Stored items

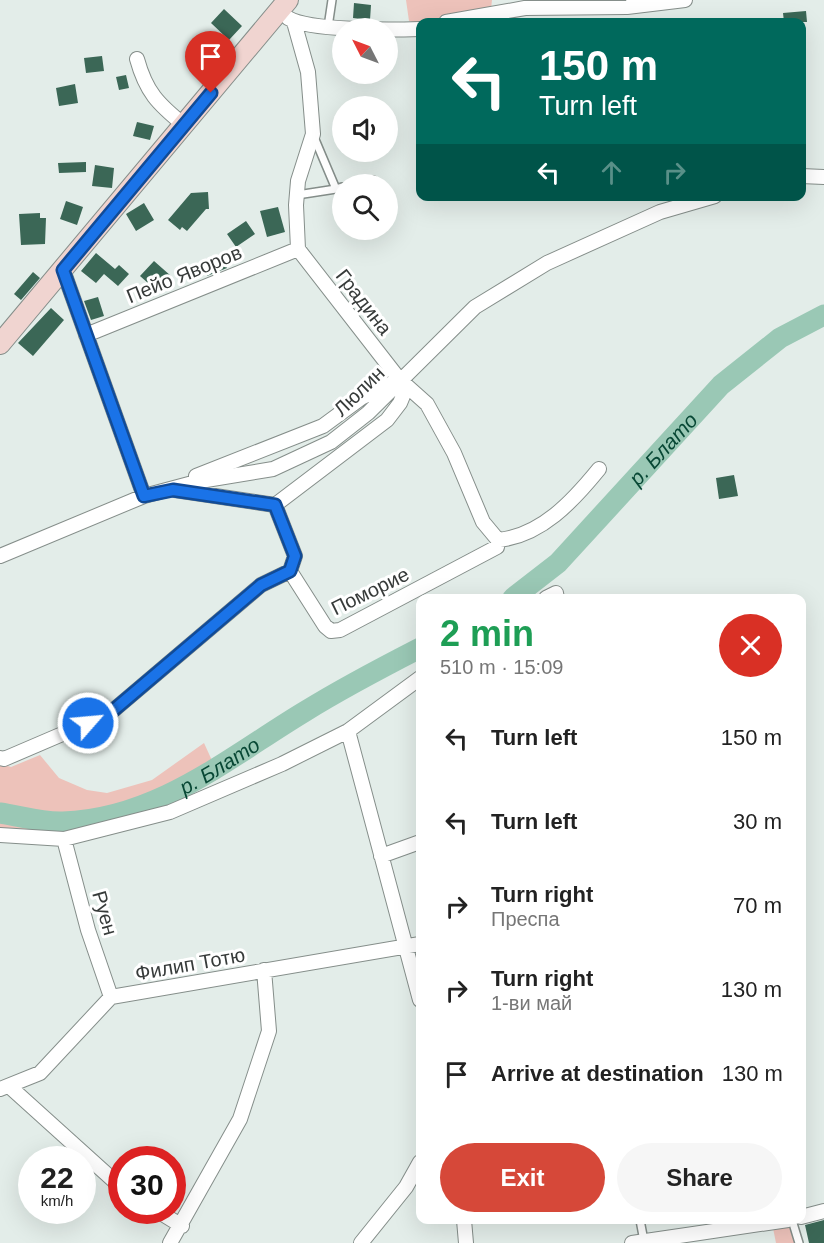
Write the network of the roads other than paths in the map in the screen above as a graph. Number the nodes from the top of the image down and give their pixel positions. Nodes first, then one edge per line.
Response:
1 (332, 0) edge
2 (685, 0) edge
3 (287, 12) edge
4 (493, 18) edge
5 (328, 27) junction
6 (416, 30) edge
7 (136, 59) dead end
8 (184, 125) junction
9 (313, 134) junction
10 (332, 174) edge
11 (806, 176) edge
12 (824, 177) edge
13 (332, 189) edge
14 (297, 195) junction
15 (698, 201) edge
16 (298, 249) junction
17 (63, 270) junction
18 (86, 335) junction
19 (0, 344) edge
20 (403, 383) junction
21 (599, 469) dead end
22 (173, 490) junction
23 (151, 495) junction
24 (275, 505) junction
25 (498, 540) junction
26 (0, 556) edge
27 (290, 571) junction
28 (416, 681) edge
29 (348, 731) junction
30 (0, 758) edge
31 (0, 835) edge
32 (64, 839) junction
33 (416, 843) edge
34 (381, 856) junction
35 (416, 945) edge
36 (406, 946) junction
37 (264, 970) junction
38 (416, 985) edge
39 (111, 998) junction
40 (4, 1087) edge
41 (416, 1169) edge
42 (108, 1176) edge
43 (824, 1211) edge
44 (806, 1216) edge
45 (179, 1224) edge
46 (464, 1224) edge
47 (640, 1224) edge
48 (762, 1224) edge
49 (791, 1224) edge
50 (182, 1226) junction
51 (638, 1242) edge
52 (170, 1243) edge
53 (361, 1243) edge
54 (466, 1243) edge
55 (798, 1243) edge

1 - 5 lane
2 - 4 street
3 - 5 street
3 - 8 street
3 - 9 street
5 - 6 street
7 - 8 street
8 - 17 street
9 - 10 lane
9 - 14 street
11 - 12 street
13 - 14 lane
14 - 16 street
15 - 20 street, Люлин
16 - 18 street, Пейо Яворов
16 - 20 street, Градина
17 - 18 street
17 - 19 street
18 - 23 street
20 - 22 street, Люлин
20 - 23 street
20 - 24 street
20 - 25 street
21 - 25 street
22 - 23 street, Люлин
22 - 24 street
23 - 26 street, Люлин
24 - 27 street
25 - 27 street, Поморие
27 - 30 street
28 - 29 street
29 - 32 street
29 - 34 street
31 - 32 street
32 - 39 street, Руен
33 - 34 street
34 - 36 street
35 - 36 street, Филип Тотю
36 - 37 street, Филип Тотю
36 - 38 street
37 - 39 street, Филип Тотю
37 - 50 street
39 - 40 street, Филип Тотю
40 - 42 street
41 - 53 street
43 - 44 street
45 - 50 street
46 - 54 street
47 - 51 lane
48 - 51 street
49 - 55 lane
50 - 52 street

▶ [PROBLEM TO WORK ON] Copy from the entries above each line in which the string "Тотю" can be found.

▶ [RESULT OF THE TASK]
35 - 36 street, Филип Тотю
36 - 37 street, Филип Тотю
37 - 39 street, Филип Тотю
39 - 40 street, Филип Тотю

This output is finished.